Exercise
If a line in the records below contains the word "Deslauriers", return that line.

===== Given data =====

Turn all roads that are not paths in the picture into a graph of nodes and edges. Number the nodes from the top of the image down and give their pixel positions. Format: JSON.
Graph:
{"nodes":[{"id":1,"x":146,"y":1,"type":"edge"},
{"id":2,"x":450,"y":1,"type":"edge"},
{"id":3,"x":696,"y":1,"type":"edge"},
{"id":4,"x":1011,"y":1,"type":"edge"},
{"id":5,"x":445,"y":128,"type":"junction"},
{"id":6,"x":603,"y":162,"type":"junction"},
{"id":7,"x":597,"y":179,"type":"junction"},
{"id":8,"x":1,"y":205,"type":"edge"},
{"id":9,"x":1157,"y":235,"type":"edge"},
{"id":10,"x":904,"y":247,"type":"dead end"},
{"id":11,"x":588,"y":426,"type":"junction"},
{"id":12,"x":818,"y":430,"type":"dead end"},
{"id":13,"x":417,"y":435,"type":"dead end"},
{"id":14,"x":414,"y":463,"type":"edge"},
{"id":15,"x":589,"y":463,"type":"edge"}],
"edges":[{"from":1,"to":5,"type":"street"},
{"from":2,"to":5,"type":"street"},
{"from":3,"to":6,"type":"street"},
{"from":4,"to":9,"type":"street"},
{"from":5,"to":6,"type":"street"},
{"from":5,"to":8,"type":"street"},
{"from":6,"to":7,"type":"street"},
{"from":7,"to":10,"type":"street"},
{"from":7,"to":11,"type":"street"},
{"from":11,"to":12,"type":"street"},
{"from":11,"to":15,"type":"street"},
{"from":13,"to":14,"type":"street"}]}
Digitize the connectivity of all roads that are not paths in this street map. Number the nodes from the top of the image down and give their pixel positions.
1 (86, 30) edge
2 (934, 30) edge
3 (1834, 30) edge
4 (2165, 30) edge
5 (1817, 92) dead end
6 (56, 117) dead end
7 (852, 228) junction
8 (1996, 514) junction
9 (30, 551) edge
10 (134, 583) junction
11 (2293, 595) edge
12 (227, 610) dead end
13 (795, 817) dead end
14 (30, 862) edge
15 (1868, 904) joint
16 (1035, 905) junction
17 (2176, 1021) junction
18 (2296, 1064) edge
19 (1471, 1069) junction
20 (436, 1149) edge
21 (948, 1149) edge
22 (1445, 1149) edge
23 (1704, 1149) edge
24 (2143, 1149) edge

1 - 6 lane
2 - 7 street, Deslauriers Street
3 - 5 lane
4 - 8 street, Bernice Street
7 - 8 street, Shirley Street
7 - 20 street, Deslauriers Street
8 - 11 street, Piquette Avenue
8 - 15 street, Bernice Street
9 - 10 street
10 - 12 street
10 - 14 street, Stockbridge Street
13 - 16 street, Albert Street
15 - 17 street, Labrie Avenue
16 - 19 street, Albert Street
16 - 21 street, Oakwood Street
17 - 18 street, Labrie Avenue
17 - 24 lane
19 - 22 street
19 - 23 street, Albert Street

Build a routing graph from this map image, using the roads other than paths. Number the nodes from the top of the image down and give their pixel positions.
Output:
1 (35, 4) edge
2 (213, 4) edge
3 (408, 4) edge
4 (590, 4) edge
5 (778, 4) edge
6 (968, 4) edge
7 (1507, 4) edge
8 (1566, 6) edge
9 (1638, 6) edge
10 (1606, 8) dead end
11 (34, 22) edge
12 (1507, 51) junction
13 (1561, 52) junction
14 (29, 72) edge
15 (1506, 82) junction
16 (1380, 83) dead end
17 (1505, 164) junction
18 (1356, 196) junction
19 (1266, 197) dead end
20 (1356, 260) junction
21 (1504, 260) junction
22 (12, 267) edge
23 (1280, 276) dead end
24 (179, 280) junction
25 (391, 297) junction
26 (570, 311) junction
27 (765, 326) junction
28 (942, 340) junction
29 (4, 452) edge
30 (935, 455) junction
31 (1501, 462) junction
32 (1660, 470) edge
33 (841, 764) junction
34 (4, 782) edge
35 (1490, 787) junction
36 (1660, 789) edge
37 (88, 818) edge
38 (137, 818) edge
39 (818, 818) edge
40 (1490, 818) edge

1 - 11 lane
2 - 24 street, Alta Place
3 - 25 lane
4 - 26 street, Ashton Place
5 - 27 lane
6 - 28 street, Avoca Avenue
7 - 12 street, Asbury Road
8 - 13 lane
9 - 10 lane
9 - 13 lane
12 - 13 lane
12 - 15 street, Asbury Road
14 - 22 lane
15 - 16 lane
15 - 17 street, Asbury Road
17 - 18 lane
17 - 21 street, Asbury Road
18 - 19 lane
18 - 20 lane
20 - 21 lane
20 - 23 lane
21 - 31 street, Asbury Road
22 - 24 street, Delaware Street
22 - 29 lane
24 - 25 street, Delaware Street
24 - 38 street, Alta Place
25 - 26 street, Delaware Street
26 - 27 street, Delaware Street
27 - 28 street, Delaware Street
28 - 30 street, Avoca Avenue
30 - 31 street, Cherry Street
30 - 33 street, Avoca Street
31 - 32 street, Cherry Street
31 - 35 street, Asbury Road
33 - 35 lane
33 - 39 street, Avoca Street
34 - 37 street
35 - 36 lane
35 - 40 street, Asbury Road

=====

Output
2 - 7 street, Deslauriers Street
7 - 20 street, Deslauriers Street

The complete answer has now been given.